None of my students have any particular prior expertise in the area, so I’m having them read this prior to our first class meeting. It is what it is, but will form a really good introductory set of ideas for them.
2. Maurice Bloch, How We Think They Think: Anthropological Approaches to Cognition, Memory, and Literacy.
This is a great mix of theory from social and cognitive anthropology and the detailed ethnographic work in Madagascar that Bloch is known for, linking literacy to memory and cognition in some really intriguing ways.
3. John Chadwick, The Decipherment of Linear B.
I used this in the first incarnation of the course – a fantastic autobiographical account of the world’s most famous script decipherment, and a grand tribute to Michael Ventris, whose tragic death marks the narrative indelibly.
4. John Defrancis, The Chinese Language: Fact and Fantasy.
While the title suggests that it is more generally on language, the core of the book is on the nature and social context of the Chinese characters, ranging from basic semiotic issues to modern romanization efforts, and the gross misunderstandings most Westerners have of the script.
5. Jack Goody, The Domestication of the Savage Mind.
Goody isn’t as popular today as he was twenty years ago, but I find his account extremely compelling and theoretically rich. The critics get their day (see below) but fundamentally my approach to numerical notation rests on Goody, another holdover from the first incarnation of the course.
6. Stephen Houston (ed), The First Writing: Script Invention as History and Process.
Finally out in paperback so I can assign it – this collection of magisterial essays is social, historical, linguistic, and archaeological, framing the origin of writing in a thoroughly anthropological framework.
7. Sylvia Scribner and Michael Cole, The Psychology of Literacy.
Despite the title, this is a work of deep ethnography as well as cross-cultural psychology, investigating what effects (if any) the native Vai syllabary and other scripts have on a complex Liberian literate context.
8. Brian Street, Literacy in Theory and Practice.
I suppose this would be the ‘anti-Goody’, placing literacy (correctly) as a social practice whose cognitive effects cannot be predicted. Street’s theoretical position forms the mainstream of the modern anthropology of literacy.

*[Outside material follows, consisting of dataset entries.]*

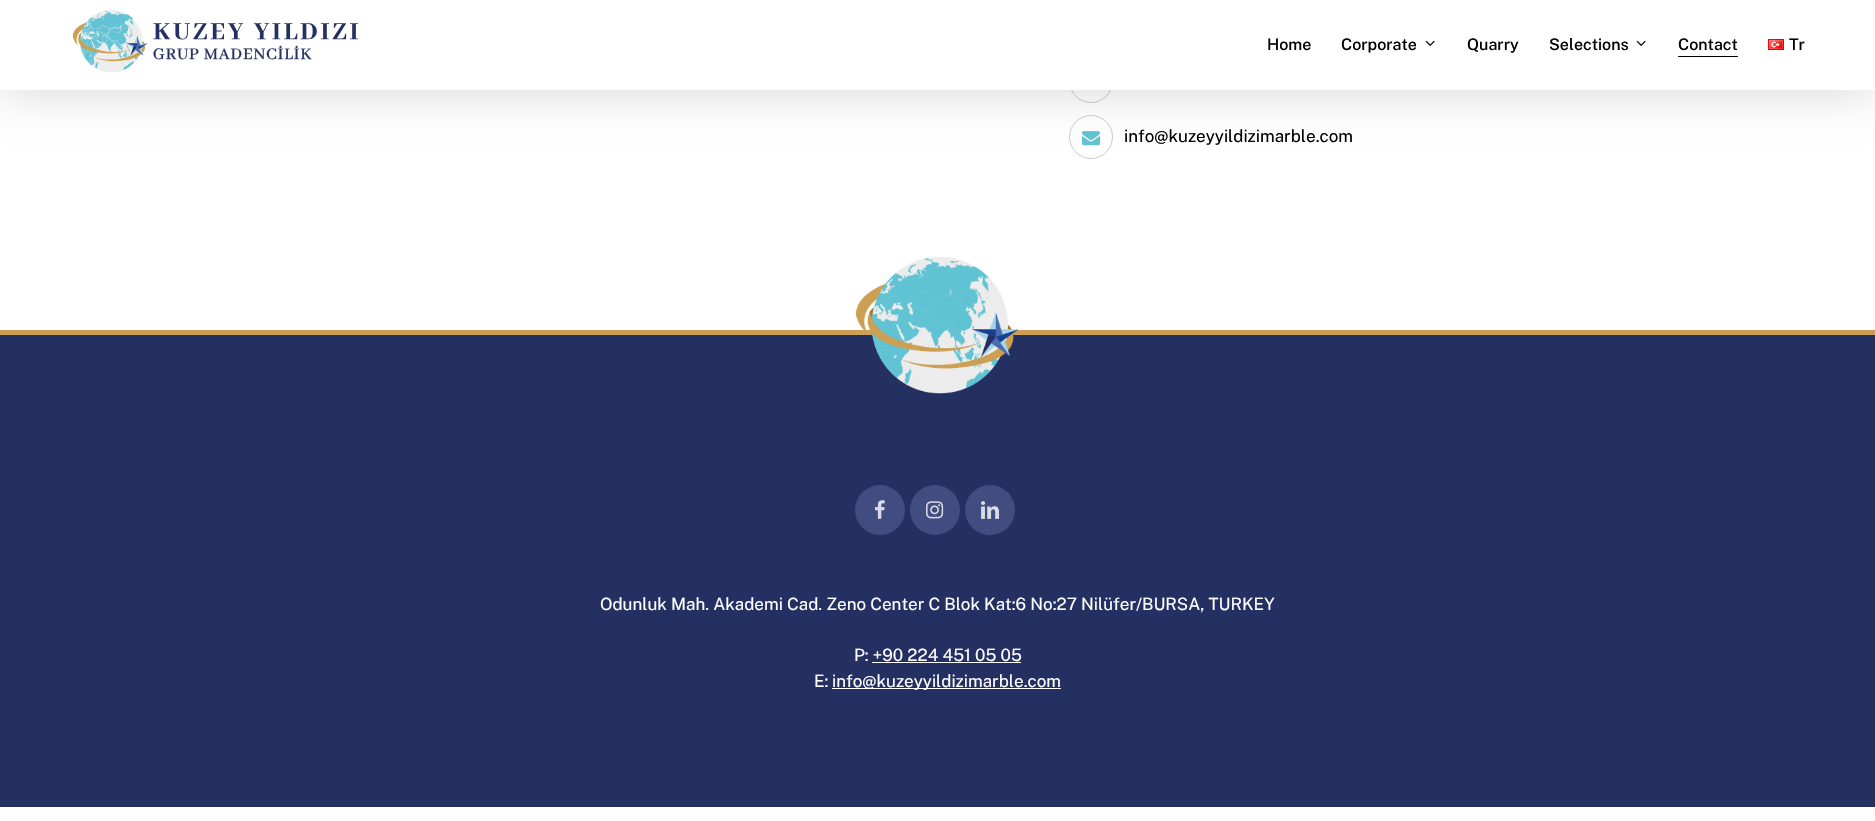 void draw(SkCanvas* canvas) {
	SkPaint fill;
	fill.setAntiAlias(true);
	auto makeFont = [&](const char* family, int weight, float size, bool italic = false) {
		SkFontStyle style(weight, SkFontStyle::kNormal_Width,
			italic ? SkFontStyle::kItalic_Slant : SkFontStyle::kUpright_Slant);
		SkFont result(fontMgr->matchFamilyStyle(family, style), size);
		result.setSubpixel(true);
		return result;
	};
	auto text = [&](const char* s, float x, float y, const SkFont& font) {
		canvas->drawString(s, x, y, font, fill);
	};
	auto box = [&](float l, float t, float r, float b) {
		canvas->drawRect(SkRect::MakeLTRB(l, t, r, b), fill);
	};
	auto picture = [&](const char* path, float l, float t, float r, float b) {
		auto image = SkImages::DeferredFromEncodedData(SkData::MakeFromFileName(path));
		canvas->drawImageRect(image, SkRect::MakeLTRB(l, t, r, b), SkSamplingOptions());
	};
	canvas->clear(0xFFFFFFFF);
	fill.setStyle(SkPaint::kStroke_Style);
	fill.setStrokeWidth(1);
	fill.setColor(0xFFCCCCCC);
	canvas->drawCircle(1091, 81, 21.5f, fill);
	canvas->drawCircle(1091, 137, 21.5f, fill);
	picture("image3.png", 1082, 131, 1100, 146);
	fill.setStyle(SkPaint::kFill_Style);
	fill.setColor(0x26000000);
	fill.setMaskFilter(SkMaskFilter::MakeBlur(kNormal_SkBlurStyle, 22.5f));
	canvas->drawRect(SkRect::MakeLTRB(0, 3, 1875, 93), fill);
	fill.setMaskFilter(nullptr);
	fill.setColor(0xFFFFFFFF);
	box(0, 0, 1875, 90);
	picture("image0.png", 72, 10, 358, 73);
	picture("image1.png", 1425, 40, 1435, 46);
	picture("image1.png", 1636, 40, 1646, 46);
	fill.setColor(0xFF000000);
	box(1678, 56, 1738, 57);
	picture("image2.png", 1768, 39, 1784, 50);
	fill.setColor(0xFFCC9F53);
	box(0, 330, 1875, 335);
	fill.setColor(0xFF243062);
	box(0, 335, 1875, 807);
	picture("image4.png", 855, 257, 1019, 394);
	fill.setColor(0xFF414C80);
	canvas->drawCircle(880, 510, 25, fill);
	picture("image5.png", 875, 500, 885, 519);
	canvas->drawCircle(935, 510, 25, fill);
	picture("image6.png", 926, 501, 944, 519);
	canvas->drawCircle(990, 510, 25, fill);
	picture("image7.png", 981, 501, 999, 519);
	fill.setColor(0xFFFFFFFF);
	box(872, 662, 1021, 663);
	box(832, 688, 1061, 689);
	auto font1 = makeFont("Public Sans", 500, 16);
	fill.setColor(0xFF000000);
	text("Home", 1267, 50, font1);
	text("Corporate", 1341, 50, font1);
	text("Quarry", 1467, 50, font1);
	text("Selections", 1549, 50, font1);
	text("Contact", 1678, 50, font1);
	text("Tr", 1789, 50, font1);
	auto font2 = makeFont("Public Sans", 400, 17);
	text("info@kuzeyyildizimarble.com", 1124, 142, font2);
	fill.setColor(0xFFFFFFFF);
	text("Odunluk Mah. Akademi Cad. Zeno Center C Blok Kat:6 No:27 Nilüfer/BURSA, TURKEY", 600, 610, font2);
	text("P: +90 224 451 05 05", 854, 661, font2);
	text("E:", 814, 687, font2);
	text("info@kuzeyyildizimarble.com", 832, 687, font2);
} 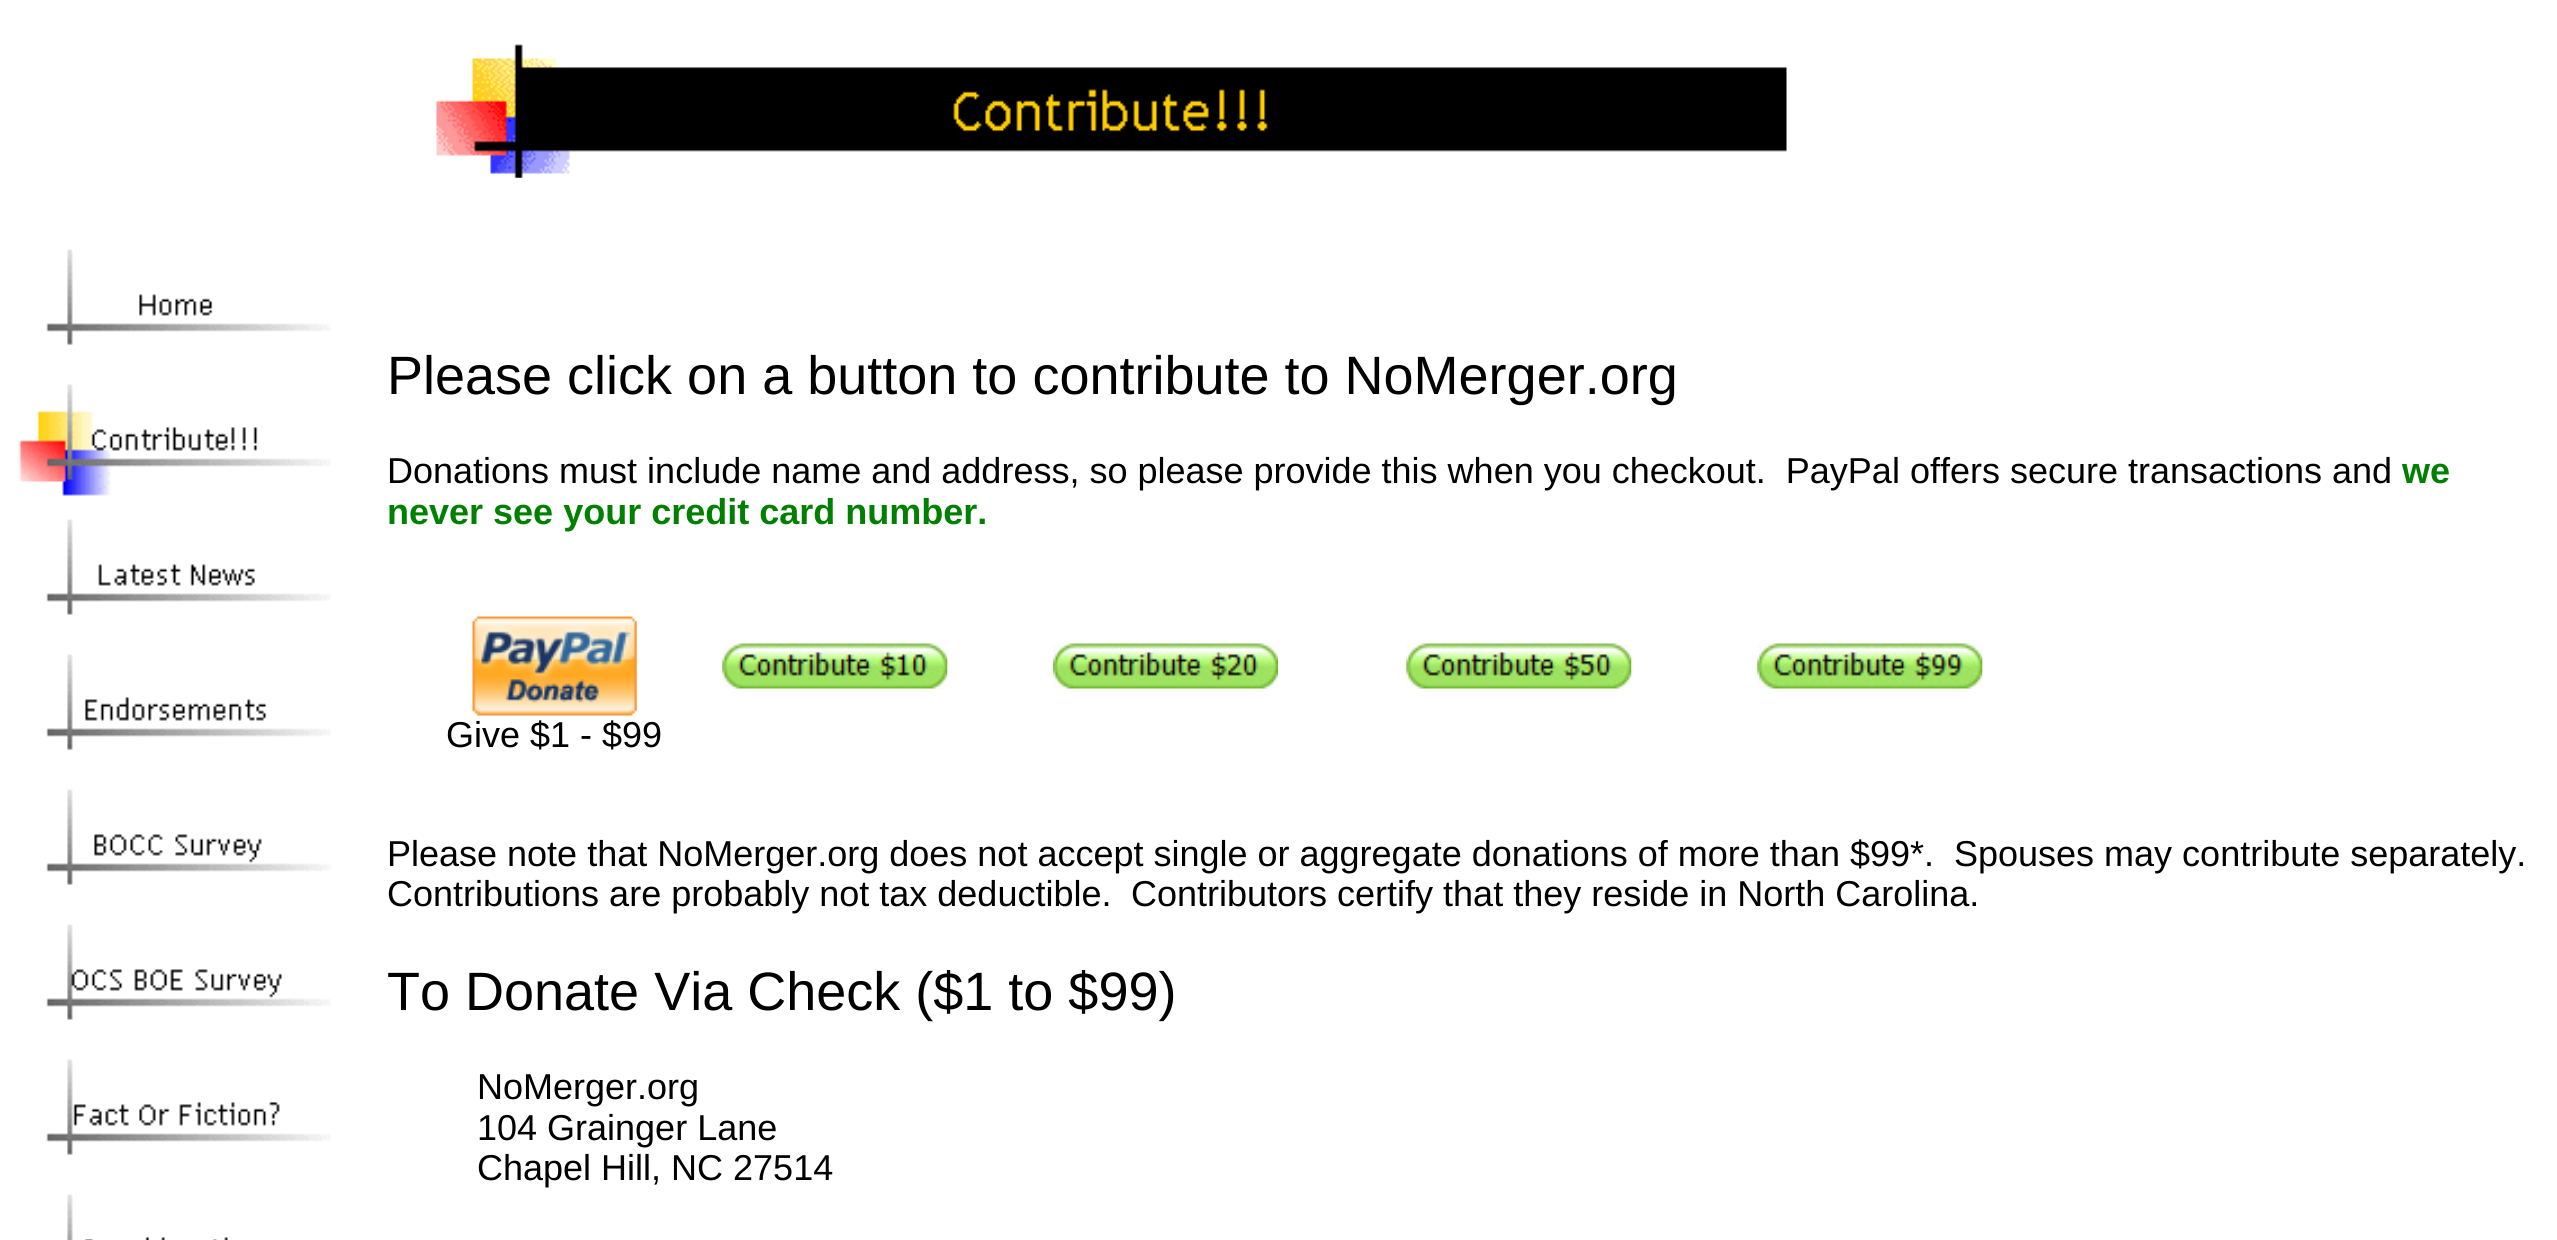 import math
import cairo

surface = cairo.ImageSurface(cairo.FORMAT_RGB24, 2557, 1240)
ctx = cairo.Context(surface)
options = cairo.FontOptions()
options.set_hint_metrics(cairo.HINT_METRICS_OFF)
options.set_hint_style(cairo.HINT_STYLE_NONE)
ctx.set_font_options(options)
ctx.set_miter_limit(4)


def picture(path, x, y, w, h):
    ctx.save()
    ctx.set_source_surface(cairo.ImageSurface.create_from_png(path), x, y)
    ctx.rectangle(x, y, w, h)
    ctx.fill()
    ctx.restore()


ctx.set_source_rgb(1, 1, 1)
ctx.paint()
picture("img1.png", 436, 44, 1351, 134)
picture("img2.png", 46, 249, 285, 96)
picture("img3.png", 19, 384, 312, 112)
picture("img4.png", 46, 519, 285, 96)
picture("img5.png", 46, 654, 285, 96)
picture("img6.png", 46, 789, 285, 96)
picture("img7.png", 46, 924, 285, 96)
picture("img8.png", 46, 1059, 285, 96)
picture("img9.png", 67, 1194, 161, 46)
ctx.select_font_face("Liberation Sans")
ctx.set_font_size(54)
ctx.set_source_rgb(0, 0, 0)
ctx.move_to(387, 394)
ctx.show_text("Please click on a button to contribute to NoMerger.org")
ctx.set_font_size(36)
ctx.move_to(387, 483)
ctx.show_text("Donations must include name and address, so please provide this when you checkout.  PayPal offers secure transactions and")
ctx.select_font_face("Liberation Sans", cairo.FONT_SLANT_NORMAL, cairo.FONT_WEIGHT_BOLD)
ctx.set_source_rgb(0, 0.502, 0)
ctx.move_to(2402, 483)
ctx.show_text("we")
ctx.move_to(387, 524)
ctx.show_text("never see your credit card number.")
picture("img10.png", 722, 643, 226, 46)
picture("img11.png", 1053, 643, 225, 46)
picture("img12.png", 1406, 643, 226, 46)
picture("img13.png", 1757, 643, 226, 46)
picture("img14.png", 472, 616, 165, 100)
ctx.select_font_face("Liberation Sans")
ctx.set_source_rgb(0, 0, 0)
ctx.move_to(446, 747)
ctx.show_text("Give $1 - $99")
ctx.move_to(387, 866)
ctx.show_text("Please note that NoMerger.org does not accept single or aggregate donations of more than $99*.  Spouses may contribute separately.")
ctx.move_to(387, 906)
ctx.show_text("Contributions are probably not tax deductible.")
ctx.move_to(1131, 906)
ctx.show_text("Contributors certify that they reside in North Carolina.")
ctx.set_font_size(54)
ctx.move_to(387, 1010)
ctx.show_text("To Donate Via Check ($1 to $99)")
ctx.set_font_size(36)
ctx.move_to(477, 1099)
ctx.show_text("NoMerger.org")
ctx.move_to(477, 1140)
ctx.show_text("104 Grainger Lane")
ctx.move_to(477, 1180)
ctx.show_text("Chapel Hill, NC 27514")
surface.write_to_png("page.png")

9. Peter Wogan, Magical Writing in Salasaca.
A great little ethnography injecting issues of inequality and colonialism, as well as ritual and religion, into the literate lives of the people of Salasaca in Ecuador (I’m also assigning this because we have two Ecuador specialists in our department).
10. Niko Besnier, Literacy, Emotion and Authority: Reading and Writing on a Polynesian Atoll.
A last-minute addition, a further ethnography allowing us to look at another region of the world, but also to look at the ways in which literacy relates to the construction of individual identities and personal authority.